Jute bags mandatory, in practice a different story
The use of jute sacks to package 19 commodities remains a far cry 13 years past the enactment of the Mandatory Jute Packaging Act 2010.
The law was enacted to protect the interests of jute growers and millers and limit the use of environmentally harmful plastic bags.
But a large number of businesses are packaging commodities ignoring the law amidst a lack of enforcement by the authorities in recent times.
Take the case of rice packaging.
Millers started using jute bags to package rice for marketing in the face of enforcement of the law by the government in the last quarter of 2015.
However, a good number of millers and traders gradually began to shift to plastic bags for packaging in tune with the arrival of rice imported from India in similar bags.
Jute and jute goods exports slumped 24 per cent year-on-year to $610 million in the July-February period of the current fiscal year, showed data from the Export Promotion Bureau
Jute bags are not also used fully for packaging 18 other commodities.

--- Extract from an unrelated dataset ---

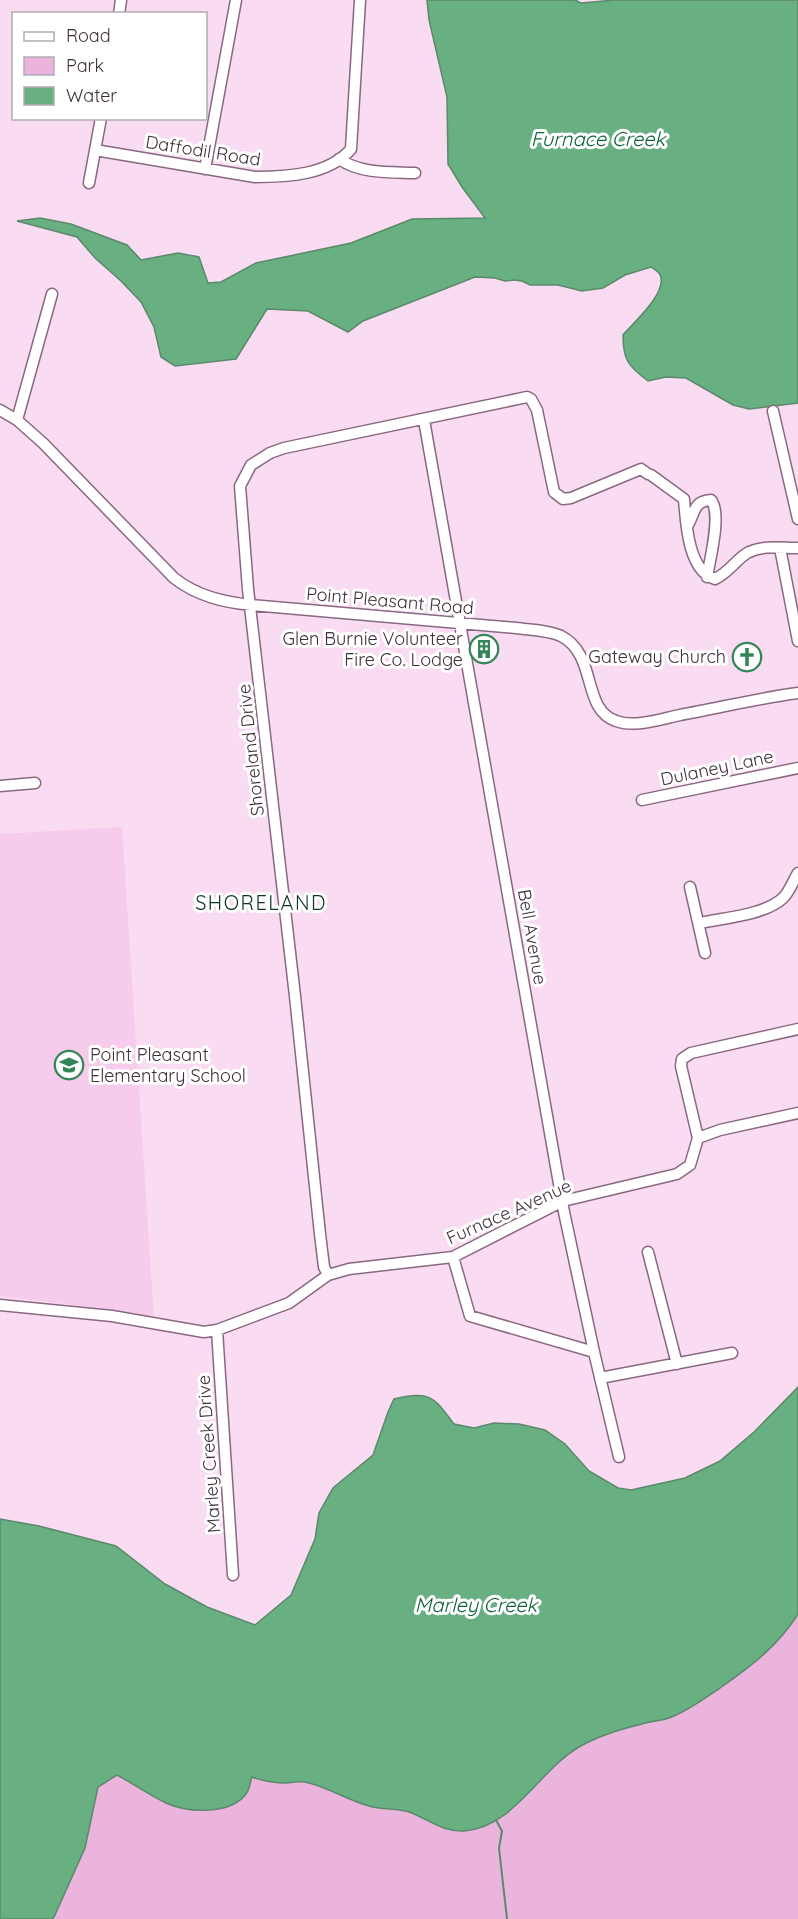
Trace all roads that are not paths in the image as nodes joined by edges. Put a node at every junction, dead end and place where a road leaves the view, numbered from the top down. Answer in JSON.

"Despite having the jute packaging law, we are experiencing inaction on the part of the law-enforcing agencies in implementing it on a mandatory basis," said Abdul Barik Khan, director-general of the Bangladesh Jute Mills Association (BJMA).
"Therefore, the jute sector is suffering from irreparable losses. The mandatory use of jute bags can bring back the golden days of the sector."
Jute and jute goods exports slumped 24 per cent year-on-year to $610 million in the July-February period of the current fiscal year, showed data from the Export Promotion Bureau.
Khan said a full implementation of the law would create more employment opportunities and give a boost to the rural economy.
"It will improve the quality of life and livelihoods of four crore to five crore people, keep our environment clean and help the country advance towards sustainable development."
The government initially mentioned six commodities, including staple rice, wheat, fertilisers and sugar under the law. Later, it added a number of items to the list.
The BJMA said the law has not been fully implemented. In the domestic market, products are being sold, transported and imported in violation of the law.
Md Abdur Rauf, secretary to the jute and textiles ministry, admitted that jute bags were not being used as intended. "We are working on it," he said.
As imported rice is coming in plastic bags, a section of millers and traders are taking advantage of it, said Rauf.
"Only enforcement will not work. We will sit with businesses regionally to increase the use of jute bags for packaging."